The conclusion that not a systems language is the only thing I 
partially disagree with from computerquip. I don't think it can 
be used for such at this time, or at least not it a way that is 
any better than C (and may even be worse in some situations). But 
systems programming is a goal, we just don't have a big enough 
section in the community spending time to improve this area.

Sadly there isn't anything new that we can take away from this 
discussion.
January 09, 2012
Re: Discussion about D at a C++ forum
On Sun, 08 Jan 2012 19:26:15 -0500
dsimcha <dsimcha@yahoo.com> wrote:

> As someone who does performance-critical scientific work in D, this 
> comment is absolutely **wrong** because you only need to avoid the GC
> in the most performance-critical/realtime parts of your code, i.e.
> where you should be avoiding any dynamic allocation, GC or not.

Considering we'd need to do some work for our project involving number
crunching in the form of producing several libs to be (later) used by
GUI part of the app, I'm curious to know do you use ncurses or just
plain console output for your UI?

I'm askin considering to start work on non-GUI part of the project and
just have simple UI to test results and along with that work try to
improve GUI situation in the D's ecosystem.

> Bottom line:  D doesn't give you a free lunch but it does give you a 
> cheaper lunch than C, C++ or even a combination of C/C++ and Python.

That's vey nice to hear from someone like yourself.
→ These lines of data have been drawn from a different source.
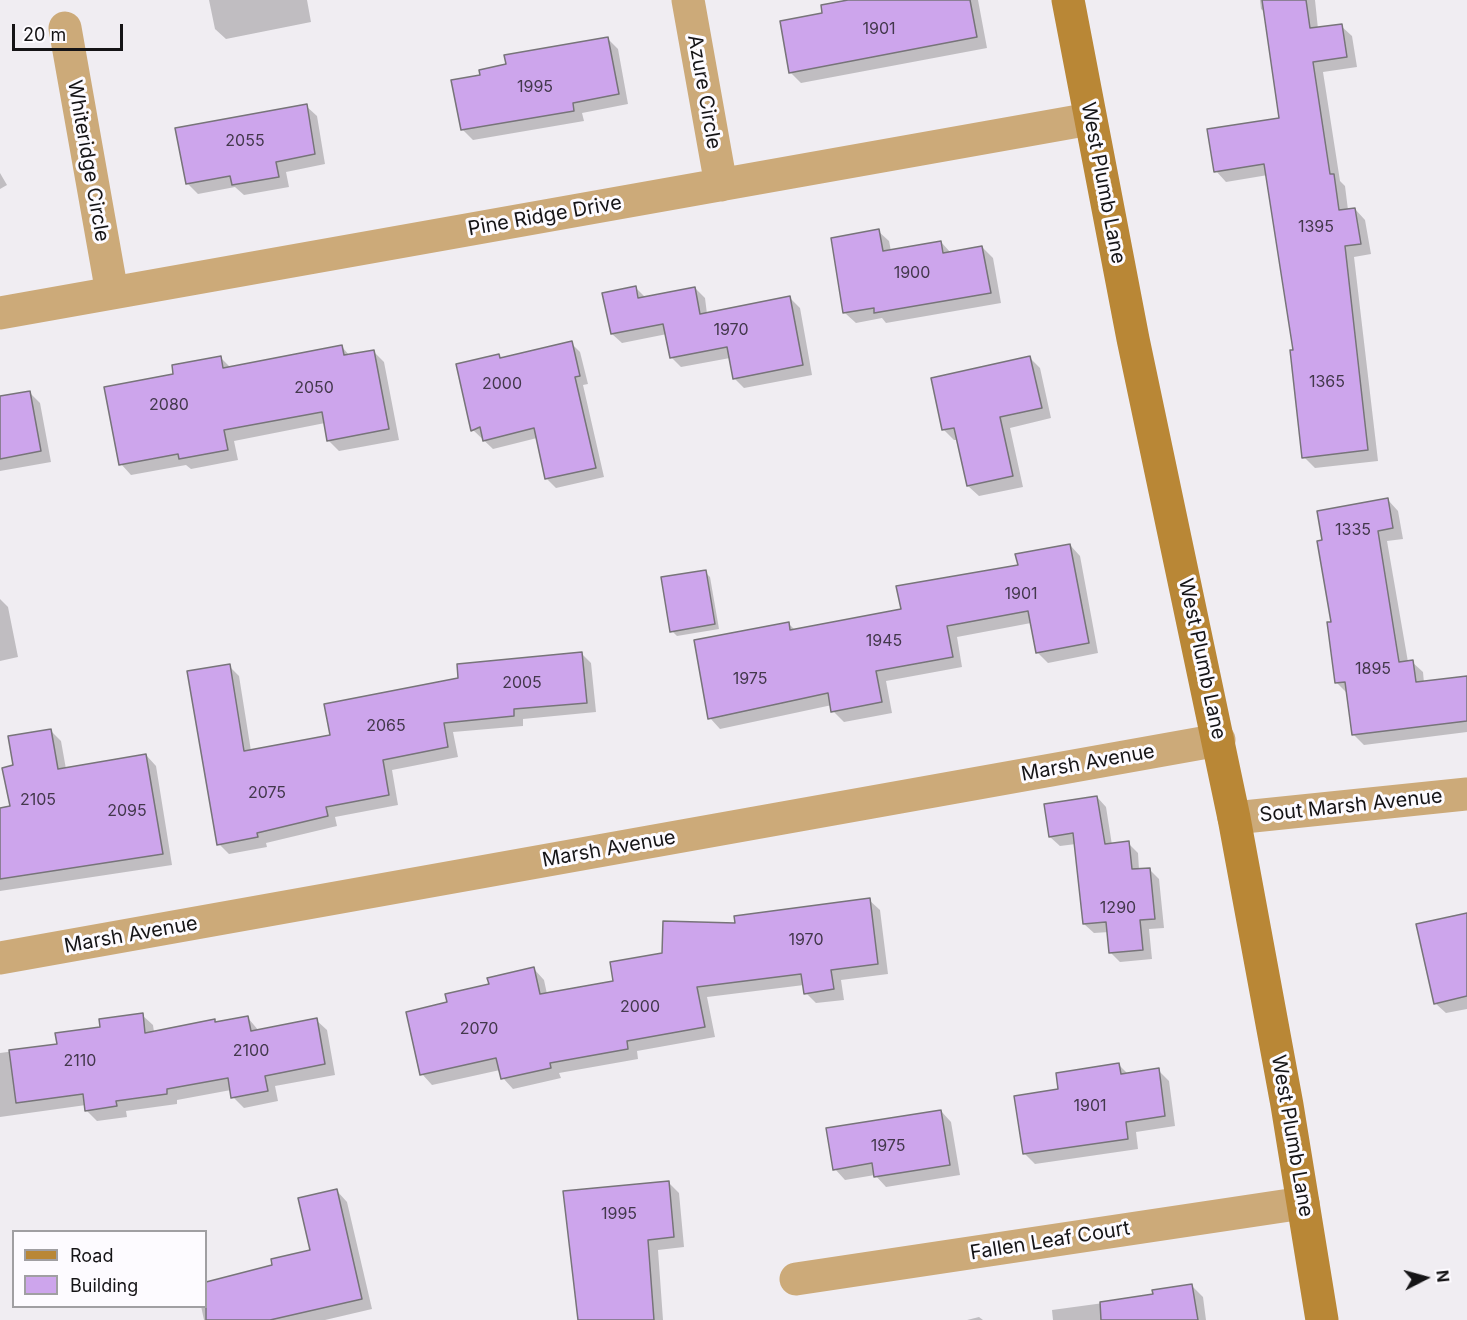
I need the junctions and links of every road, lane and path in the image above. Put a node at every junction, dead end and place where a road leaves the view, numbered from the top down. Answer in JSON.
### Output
{"nodes":[{"id":1,"x":688,"y":0,"type":"edge"},
{"id":2,"x":1068,"y":0,"type":"edge"},
{"id":3,"x":65,"y":28,"type":"dead end"},
{"id":4,"x":1090,"y":119,"type":"junction"},
{"id":5,"x":721,"y":185,"type":"junction"},
{"id":6,"x":112,"y":293,"type":"junction"},
{"id":7,"x":0,"y":313,"type":"edge"},
{"id":8,"x":1219,"y":740,"type":"junction"},
{"id":9,"x":1467,"y":794,"type":"edge"},
{"id":10,"x":1234,"y":818,"type":"junction"},
{"id":11,"x":0,"y":958,"type":"edge"},
{"id":12,"x":1303,"y":1203,"type":"junction"},
{"id":13,"x":796,"y":1279,"type":"dead end"},
{"id":14,"x":1322,"y":1320,"type":"edge"}],
"edges":[{"from":1,"to":5,"type":"street","name":"Azure Circle"},
{"from":2,"to":4,"type":"main road","name":"West Plumb Lane"},
{"from":3,"to":6,"type":"street","name":"Whiteridge Circle"},
{"from":4,"to":5,"type":"street","name":"Pine Ridge Drive"},
{"from":4,"to":8,"type":"main road","name":"West Plumb Lane"},
{"from":5,"to":6,"type":"street","name":"Pine Ridge Drive"},
{"from":6,"to":7,"type":"street","name":"Pine Ridge Drive"},
{"from":8,"to":10,"type":"main road","name":"West Plumb Lane"},
{"from":8,"to":11,"type":"street","name":"Marsh Avenue"},
{"from":9,"to":10,"type":"street","name":"Sout Marsh Avenue"},
{"from":10,"to":12,"type":"main road","name":"West Plumb Lane"},
{"from":12,"to":13,"type":"street","name":"Fallen Leaf Court"},
{"from":12,"to":14,"type":"main road","name":"West Plumb Lane"}]}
We did small
research about possible alternatives for D by looking at Scala &
Clojure, but understood we don't get much in terms of GUIs, but only
lose otherwise.

Last consideration was C#/Mono, but, again, not much to gain and more to
lose, so we'll stay with D, try to write non-GUI parts and later
(hopefully) sell D as overall language of the projet.


Sincerely,
Gour

-- 
Never was there a time when I did not exist, 
nor you, nor all these kings; nor in the future 
shall any of us cease to be.

http://atmarama.net | Hlapicina (Croatia) | GPG: 52B5C810
January 09, 2012
Re: Discussion about D at a C++ forum
On 1/8/2012 7:09 PM, Vladimir Panteleev wrote:
> On Sunday, 8 January 2012 at 23:28:57 UTC, Mehrdad wrote:
>> 7. Unstable language. They're currently considering doing things like 
>> removing "delete" as it's apparently deprecated (which will 
>> officially make it not usable as an SP language).
>>   Looks 100% correct. Removing 'delete' /does/ make D unusable as an 
>> SP language... unless you ignore the GC completely, which isn't even 
>> possible, practically speaking.
>
> I don't understand how you came to that conclusion? "delete" will 
> become a standard library (or easily-implemented user) function.
Would it still have the same functionality (i.e. disposing of GC'd 
objects and reclaiming their memory, as though the GC had done it)?
If so, what's the point of removing it in the first place?
If not, then I guess my point is obvious.
January 09, 2012
Re: Discussion about D at a C++ forum
On Monday, January 09, 2012 00:51:57 Mehrdad wrote:
> On 1/8/2012 7:09 PM, Vladimir Panteleev wrote:
> > On Sunday, 8 January 2012 at 23:28:57 UTC, Mehrdad wrote:
> >> 7. Unstable language. They're currently considering doing things like
> >> removing "delete" as it's apparently deprecated (which will
> >> officially make it not usable as an SP language).
> >> 
> >>   Looks 100% correct. Removing 'delete' /does/ make D unusable as an
> >> 
> >> SP language... unless you ignore the GC completely, which isn't even
> >> possible, practically speaking.
> > 
> > I don't understand how you came to that conclusion? "delete" will
> > become a standard library (or easily-implemented user) function.
> 
> Would it still have the same functionality (i.e. disposing of GC'd
> objects and reclaiming their memory, as though the GC had done it)?
> If so, what's the point of removing it in the first place?
> If not, then I guess my point is obvious.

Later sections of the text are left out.